BEGIN
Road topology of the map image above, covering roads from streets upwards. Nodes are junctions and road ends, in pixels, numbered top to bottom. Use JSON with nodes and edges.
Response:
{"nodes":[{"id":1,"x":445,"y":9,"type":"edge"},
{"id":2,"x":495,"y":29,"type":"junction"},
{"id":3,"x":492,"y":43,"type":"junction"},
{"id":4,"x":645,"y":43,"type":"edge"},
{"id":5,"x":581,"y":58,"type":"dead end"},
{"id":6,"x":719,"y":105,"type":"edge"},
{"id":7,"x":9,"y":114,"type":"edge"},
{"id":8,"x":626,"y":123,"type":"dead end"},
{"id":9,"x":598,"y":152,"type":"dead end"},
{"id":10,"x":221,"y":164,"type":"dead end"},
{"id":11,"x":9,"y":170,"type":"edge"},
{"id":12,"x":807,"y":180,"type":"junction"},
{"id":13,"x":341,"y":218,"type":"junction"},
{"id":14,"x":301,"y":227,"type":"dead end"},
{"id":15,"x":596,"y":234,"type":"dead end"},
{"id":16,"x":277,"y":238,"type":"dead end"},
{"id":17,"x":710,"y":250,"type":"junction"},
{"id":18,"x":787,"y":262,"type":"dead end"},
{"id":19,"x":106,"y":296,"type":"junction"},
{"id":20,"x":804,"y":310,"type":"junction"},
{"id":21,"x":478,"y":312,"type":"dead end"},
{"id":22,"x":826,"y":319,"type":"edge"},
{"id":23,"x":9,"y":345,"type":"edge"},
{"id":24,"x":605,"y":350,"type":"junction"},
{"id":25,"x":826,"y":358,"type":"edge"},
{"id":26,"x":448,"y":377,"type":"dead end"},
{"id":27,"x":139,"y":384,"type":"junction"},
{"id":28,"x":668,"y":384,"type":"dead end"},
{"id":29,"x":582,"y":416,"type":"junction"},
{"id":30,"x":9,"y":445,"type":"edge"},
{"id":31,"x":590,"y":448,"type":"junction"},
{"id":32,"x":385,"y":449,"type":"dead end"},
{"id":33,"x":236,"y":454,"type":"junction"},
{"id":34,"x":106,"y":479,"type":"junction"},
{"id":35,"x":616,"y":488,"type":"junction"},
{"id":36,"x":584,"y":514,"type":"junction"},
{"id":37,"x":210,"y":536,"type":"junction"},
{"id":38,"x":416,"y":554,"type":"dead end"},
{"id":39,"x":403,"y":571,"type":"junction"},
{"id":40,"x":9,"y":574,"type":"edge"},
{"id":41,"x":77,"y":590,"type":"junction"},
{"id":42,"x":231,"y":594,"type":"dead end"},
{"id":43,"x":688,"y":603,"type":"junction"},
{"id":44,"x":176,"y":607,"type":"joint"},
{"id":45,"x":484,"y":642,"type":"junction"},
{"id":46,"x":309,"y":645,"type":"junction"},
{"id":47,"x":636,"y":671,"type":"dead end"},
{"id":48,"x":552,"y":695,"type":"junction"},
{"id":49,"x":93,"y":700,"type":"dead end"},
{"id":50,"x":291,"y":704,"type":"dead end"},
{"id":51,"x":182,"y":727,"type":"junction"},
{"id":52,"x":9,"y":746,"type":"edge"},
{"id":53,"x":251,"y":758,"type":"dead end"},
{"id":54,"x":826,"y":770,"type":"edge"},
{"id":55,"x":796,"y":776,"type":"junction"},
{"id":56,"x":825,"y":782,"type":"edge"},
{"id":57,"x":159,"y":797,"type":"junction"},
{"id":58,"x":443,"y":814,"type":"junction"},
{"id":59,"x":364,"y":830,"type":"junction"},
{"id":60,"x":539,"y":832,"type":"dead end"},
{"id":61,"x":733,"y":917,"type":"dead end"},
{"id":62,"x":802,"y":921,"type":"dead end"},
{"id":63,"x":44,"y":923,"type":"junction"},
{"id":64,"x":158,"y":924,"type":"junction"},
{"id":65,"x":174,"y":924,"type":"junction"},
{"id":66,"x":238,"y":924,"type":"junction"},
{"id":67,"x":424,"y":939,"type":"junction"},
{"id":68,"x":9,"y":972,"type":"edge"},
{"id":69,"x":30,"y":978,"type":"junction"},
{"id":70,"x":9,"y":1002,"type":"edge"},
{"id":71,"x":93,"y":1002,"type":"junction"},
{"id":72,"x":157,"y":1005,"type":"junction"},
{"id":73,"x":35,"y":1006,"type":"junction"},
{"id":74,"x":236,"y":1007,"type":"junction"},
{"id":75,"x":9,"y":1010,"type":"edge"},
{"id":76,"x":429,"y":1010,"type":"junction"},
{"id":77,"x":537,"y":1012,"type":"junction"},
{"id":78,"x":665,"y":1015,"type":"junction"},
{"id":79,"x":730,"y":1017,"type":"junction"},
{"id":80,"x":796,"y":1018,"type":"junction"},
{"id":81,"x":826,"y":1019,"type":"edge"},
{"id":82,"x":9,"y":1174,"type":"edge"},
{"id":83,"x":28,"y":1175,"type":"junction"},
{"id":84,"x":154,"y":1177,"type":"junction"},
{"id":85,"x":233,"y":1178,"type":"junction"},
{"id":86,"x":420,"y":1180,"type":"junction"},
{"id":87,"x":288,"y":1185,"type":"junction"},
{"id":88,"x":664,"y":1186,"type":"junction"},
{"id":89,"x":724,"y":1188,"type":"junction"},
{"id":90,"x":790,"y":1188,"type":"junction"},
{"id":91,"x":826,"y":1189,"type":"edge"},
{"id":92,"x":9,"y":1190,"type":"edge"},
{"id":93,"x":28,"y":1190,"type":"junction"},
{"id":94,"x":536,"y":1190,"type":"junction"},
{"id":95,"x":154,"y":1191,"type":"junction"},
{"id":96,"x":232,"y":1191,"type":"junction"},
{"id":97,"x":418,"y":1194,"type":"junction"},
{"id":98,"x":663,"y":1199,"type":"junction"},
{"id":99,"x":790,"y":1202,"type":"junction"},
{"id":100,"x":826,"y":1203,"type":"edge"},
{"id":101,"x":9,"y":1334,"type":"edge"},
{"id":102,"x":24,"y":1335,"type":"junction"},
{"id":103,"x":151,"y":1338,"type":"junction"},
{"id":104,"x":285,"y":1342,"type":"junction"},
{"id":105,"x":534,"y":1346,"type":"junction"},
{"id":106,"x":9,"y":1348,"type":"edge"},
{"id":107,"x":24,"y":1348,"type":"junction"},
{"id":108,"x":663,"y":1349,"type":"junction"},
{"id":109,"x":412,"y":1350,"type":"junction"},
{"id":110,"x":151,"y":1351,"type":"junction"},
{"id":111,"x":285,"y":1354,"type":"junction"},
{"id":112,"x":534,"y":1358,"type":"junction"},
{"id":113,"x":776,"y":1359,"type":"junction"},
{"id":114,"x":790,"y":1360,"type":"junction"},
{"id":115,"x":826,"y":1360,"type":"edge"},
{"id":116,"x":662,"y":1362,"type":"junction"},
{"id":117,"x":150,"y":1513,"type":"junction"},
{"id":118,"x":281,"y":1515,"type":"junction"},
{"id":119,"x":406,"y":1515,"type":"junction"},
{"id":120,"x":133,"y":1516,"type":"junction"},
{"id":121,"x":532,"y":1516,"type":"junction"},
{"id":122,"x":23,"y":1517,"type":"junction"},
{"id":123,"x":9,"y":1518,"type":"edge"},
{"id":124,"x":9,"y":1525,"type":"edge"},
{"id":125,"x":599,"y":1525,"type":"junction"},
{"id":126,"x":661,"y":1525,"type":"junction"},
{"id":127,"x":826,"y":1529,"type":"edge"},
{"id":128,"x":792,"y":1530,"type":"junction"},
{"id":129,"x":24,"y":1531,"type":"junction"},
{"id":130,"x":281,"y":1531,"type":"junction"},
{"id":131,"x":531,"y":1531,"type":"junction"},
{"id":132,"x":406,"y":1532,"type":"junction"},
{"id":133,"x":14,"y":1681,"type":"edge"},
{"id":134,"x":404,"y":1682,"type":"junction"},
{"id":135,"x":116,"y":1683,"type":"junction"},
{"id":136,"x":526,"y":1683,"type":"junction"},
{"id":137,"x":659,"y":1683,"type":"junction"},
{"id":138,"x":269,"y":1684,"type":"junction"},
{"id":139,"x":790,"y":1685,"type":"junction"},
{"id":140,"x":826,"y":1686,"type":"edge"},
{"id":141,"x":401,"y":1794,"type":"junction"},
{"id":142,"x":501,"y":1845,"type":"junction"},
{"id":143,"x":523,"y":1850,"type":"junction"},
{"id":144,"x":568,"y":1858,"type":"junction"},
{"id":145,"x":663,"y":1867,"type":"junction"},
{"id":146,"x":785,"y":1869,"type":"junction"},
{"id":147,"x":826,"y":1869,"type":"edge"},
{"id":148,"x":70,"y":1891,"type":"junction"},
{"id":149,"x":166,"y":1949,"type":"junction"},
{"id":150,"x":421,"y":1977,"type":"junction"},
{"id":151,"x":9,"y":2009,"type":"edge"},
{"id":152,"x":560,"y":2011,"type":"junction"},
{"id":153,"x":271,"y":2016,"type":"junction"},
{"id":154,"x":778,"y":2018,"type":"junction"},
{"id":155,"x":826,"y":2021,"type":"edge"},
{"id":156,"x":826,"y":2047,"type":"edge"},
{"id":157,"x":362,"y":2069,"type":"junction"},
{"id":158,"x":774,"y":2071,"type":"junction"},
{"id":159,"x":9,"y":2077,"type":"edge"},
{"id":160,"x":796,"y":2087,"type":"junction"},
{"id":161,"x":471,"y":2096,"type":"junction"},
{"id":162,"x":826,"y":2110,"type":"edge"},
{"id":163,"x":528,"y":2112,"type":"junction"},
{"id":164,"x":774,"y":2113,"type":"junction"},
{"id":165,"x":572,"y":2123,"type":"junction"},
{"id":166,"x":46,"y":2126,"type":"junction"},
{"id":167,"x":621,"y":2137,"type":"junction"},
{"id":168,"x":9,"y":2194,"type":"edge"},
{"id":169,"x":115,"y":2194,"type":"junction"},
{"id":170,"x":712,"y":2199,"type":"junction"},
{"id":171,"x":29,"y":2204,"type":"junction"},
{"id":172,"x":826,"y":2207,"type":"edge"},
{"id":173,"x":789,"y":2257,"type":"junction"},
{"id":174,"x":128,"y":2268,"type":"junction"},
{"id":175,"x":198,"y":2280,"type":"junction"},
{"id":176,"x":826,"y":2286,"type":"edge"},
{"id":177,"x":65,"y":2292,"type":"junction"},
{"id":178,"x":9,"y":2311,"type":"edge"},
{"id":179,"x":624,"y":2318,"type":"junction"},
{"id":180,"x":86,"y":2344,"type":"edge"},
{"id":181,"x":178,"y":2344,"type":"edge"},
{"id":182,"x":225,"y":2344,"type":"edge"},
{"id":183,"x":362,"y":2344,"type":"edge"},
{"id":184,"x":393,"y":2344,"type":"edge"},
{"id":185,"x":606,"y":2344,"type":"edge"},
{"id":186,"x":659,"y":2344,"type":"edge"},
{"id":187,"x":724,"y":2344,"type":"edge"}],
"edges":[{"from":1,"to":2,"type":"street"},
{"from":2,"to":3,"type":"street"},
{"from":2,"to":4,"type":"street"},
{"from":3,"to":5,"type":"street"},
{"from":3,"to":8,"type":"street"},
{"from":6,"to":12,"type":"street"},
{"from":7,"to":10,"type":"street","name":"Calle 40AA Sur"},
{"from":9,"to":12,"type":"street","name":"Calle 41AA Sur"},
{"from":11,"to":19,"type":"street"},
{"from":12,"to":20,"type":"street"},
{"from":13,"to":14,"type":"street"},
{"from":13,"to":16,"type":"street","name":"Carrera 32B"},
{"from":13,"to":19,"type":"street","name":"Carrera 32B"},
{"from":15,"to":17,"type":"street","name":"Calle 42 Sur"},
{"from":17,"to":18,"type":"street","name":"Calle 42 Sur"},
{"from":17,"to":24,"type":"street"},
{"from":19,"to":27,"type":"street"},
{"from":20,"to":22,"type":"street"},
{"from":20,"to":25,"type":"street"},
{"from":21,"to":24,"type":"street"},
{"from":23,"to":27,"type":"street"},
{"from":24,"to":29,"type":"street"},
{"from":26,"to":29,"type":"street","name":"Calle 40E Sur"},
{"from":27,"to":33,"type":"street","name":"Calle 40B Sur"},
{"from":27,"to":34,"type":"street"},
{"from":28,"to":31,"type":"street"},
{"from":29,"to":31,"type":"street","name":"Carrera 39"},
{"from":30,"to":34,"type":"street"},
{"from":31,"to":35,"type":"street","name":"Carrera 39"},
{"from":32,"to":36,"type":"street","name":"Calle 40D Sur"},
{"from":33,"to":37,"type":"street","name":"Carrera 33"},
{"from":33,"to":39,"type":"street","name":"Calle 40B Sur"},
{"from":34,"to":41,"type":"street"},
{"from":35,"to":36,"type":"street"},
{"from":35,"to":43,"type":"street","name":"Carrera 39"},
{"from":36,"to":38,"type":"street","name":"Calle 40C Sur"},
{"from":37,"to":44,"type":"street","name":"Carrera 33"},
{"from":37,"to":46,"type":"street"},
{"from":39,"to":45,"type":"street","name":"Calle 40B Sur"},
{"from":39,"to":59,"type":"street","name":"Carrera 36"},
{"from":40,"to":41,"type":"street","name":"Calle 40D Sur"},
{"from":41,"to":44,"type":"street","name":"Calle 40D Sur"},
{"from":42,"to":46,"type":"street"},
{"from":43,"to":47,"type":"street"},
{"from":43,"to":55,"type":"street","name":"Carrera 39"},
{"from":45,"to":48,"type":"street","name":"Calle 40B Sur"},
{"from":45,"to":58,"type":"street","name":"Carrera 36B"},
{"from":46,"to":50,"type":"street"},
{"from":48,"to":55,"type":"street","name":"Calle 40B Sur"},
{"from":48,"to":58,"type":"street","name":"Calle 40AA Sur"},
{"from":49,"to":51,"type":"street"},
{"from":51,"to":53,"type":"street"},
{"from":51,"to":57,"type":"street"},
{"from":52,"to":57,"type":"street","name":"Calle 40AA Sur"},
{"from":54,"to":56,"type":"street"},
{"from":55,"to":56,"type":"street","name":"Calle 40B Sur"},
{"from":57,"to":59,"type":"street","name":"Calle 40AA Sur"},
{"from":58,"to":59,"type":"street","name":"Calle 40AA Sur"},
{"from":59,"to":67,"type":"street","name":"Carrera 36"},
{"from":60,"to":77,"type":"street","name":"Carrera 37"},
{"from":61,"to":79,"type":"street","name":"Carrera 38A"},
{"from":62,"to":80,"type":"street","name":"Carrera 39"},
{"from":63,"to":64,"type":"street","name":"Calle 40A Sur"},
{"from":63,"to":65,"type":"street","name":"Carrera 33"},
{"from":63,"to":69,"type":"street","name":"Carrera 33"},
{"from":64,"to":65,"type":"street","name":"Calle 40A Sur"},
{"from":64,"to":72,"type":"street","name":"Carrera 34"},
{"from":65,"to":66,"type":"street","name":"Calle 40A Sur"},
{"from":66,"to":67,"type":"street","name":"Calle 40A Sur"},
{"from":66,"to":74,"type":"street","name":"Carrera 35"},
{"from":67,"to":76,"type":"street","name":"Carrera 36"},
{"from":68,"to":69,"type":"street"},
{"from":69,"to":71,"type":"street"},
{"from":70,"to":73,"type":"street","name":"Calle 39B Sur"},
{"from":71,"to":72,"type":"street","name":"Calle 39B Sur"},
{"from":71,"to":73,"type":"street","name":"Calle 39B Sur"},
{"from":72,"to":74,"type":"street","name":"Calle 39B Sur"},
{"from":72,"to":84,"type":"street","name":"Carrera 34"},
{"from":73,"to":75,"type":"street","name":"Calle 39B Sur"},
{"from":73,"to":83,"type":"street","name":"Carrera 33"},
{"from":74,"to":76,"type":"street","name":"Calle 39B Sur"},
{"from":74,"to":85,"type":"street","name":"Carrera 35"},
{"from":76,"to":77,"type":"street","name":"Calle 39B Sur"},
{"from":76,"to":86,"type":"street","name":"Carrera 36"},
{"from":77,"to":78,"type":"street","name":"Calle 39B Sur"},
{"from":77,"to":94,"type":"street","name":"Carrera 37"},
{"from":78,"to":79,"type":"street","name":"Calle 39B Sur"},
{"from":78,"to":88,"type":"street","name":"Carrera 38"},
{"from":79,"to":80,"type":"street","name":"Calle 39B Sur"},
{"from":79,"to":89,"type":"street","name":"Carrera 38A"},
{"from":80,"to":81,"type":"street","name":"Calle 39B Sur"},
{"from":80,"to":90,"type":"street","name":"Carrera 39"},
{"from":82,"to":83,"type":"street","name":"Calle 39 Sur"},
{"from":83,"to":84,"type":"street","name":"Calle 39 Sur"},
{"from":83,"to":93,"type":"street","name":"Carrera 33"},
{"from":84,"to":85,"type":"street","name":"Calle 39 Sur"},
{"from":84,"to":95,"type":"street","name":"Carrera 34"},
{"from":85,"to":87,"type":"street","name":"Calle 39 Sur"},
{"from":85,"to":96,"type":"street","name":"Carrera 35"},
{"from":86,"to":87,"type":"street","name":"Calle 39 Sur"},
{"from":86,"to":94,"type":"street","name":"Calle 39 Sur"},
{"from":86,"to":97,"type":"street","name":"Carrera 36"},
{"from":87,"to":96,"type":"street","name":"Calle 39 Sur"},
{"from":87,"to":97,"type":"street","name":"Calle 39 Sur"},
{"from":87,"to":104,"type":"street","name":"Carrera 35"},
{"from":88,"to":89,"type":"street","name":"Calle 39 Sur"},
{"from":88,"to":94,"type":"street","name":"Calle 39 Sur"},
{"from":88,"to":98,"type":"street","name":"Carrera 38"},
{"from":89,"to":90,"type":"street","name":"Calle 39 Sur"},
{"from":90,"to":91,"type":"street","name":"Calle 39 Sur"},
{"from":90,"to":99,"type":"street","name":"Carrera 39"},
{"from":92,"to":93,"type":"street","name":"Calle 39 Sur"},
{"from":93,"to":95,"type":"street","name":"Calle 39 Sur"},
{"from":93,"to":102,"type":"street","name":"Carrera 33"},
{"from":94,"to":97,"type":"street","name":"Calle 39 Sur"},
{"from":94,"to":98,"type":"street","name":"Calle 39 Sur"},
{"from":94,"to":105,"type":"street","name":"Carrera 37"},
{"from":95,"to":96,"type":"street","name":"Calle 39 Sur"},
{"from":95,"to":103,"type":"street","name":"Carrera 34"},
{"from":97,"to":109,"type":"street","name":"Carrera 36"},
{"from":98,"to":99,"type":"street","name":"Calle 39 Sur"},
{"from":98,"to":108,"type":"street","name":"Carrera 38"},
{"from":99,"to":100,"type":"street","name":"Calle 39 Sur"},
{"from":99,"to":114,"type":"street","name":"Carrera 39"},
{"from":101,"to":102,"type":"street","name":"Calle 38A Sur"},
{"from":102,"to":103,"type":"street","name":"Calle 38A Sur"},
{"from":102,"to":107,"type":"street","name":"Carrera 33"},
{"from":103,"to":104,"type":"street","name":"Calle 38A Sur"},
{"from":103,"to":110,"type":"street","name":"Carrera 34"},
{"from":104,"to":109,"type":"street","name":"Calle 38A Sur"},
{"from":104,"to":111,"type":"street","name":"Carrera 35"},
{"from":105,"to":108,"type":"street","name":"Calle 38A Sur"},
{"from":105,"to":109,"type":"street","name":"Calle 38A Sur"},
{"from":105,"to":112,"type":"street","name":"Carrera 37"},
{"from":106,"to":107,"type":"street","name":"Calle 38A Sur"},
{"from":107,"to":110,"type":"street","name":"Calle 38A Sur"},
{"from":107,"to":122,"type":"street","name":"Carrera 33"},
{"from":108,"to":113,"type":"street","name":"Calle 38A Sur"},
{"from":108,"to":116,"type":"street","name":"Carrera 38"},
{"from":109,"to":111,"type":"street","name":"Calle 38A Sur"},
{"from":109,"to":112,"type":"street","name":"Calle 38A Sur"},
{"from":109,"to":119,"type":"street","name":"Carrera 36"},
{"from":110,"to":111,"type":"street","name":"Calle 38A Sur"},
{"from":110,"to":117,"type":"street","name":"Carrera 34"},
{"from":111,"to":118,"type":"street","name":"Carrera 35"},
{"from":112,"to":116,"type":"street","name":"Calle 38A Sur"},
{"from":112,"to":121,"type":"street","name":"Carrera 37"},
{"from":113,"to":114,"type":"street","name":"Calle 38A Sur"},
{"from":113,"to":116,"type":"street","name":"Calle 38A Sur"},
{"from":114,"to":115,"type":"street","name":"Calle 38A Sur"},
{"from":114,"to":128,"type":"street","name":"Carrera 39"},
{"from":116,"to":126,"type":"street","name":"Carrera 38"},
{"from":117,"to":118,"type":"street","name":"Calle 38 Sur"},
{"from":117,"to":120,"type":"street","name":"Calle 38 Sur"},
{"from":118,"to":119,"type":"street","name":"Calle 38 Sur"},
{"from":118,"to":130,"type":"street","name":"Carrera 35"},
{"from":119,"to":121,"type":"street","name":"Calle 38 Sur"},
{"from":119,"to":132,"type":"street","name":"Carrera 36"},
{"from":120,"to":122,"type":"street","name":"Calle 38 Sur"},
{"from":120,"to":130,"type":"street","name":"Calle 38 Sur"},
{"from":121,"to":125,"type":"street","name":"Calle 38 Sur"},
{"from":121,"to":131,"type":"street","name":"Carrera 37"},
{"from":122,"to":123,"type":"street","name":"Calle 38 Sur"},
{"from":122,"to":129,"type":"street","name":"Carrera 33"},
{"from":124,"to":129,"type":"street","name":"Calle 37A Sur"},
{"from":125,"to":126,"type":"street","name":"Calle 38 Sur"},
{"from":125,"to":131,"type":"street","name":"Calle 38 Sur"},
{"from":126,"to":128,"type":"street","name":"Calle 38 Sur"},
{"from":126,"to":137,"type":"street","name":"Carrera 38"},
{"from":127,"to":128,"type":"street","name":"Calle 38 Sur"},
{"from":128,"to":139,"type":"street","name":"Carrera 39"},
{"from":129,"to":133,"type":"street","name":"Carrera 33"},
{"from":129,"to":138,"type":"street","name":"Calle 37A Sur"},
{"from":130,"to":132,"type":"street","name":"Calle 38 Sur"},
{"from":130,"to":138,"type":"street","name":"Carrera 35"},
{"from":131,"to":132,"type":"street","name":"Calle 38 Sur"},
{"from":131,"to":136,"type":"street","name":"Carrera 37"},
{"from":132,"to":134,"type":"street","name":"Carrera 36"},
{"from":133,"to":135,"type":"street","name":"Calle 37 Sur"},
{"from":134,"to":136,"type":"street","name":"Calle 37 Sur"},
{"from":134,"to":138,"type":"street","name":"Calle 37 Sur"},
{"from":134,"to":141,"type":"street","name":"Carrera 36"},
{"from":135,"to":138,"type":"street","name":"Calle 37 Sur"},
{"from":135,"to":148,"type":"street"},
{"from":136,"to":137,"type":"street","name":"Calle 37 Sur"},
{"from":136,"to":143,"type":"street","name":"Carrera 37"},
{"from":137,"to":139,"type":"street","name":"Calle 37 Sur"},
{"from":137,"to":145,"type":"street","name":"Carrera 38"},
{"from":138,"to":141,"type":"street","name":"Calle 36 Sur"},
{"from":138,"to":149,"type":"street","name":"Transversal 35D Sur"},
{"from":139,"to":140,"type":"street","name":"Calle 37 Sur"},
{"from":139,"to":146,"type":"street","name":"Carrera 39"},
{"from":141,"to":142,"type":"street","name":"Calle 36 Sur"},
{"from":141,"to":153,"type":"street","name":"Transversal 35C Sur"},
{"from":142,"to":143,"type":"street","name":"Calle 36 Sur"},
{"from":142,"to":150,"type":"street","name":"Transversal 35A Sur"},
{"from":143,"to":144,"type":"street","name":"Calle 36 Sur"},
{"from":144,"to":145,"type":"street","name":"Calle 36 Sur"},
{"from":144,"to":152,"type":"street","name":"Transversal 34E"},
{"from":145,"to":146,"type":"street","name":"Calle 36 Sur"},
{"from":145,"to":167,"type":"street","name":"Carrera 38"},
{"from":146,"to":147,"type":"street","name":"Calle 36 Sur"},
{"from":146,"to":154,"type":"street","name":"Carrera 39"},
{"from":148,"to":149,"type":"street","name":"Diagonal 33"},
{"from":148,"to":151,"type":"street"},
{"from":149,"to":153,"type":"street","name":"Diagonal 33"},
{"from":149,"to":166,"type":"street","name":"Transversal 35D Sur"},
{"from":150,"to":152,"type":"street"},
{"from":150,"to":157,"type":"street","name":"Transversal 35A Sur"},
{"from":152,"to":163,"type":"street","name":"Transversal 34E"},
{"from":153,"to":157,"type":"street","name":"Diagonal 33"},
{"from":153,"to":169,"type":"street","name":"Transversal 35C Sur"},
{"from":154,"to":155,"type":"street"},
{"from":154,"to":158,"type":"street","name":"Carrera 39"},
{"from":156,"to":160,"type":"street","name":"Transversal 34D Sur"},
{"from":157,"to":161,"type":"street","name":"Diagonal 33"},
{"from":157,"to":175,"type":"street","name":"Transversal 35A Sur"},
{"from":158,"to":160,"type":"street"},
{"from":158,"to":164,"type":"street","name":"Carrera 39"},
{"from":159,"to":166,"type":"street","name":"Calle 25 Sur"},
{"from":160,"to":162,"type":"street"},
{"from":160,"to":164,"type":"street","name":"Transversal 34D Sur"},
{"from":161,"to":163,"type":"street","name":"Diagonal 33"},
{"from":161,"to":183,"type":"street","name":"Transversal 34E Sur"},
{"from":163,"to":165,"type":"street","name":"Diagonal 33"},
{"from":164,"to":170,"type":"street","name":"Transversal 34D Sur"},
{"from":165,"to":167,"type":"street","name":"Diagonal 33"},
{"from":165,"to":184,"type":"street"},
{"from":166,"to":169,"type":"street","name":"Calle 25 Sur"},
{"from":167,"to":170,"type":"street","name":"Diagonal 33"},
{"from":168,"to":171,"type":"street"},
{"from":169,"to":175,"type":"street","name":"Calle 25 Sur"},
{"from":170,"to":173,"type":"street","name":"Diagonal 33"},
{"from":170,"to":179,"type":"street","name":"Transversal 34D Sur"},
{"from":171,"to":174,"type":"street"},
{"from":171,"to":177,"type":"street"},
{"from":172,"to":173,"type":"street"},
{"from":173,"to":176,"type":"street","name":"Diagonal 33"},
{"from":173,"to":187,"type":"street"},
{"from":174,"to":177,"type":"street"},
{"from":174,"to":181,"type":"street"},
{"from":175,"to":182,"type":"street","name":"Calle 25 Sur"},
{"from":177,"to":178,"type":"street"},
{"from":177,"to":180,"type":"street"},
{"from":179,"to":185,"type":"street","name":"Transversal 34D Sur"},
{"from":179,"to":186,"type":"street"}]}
END
* Exercise requirements *
Determine how many lines of the listing include the word "nodes" and report nothing but the number.

* Answer box *
2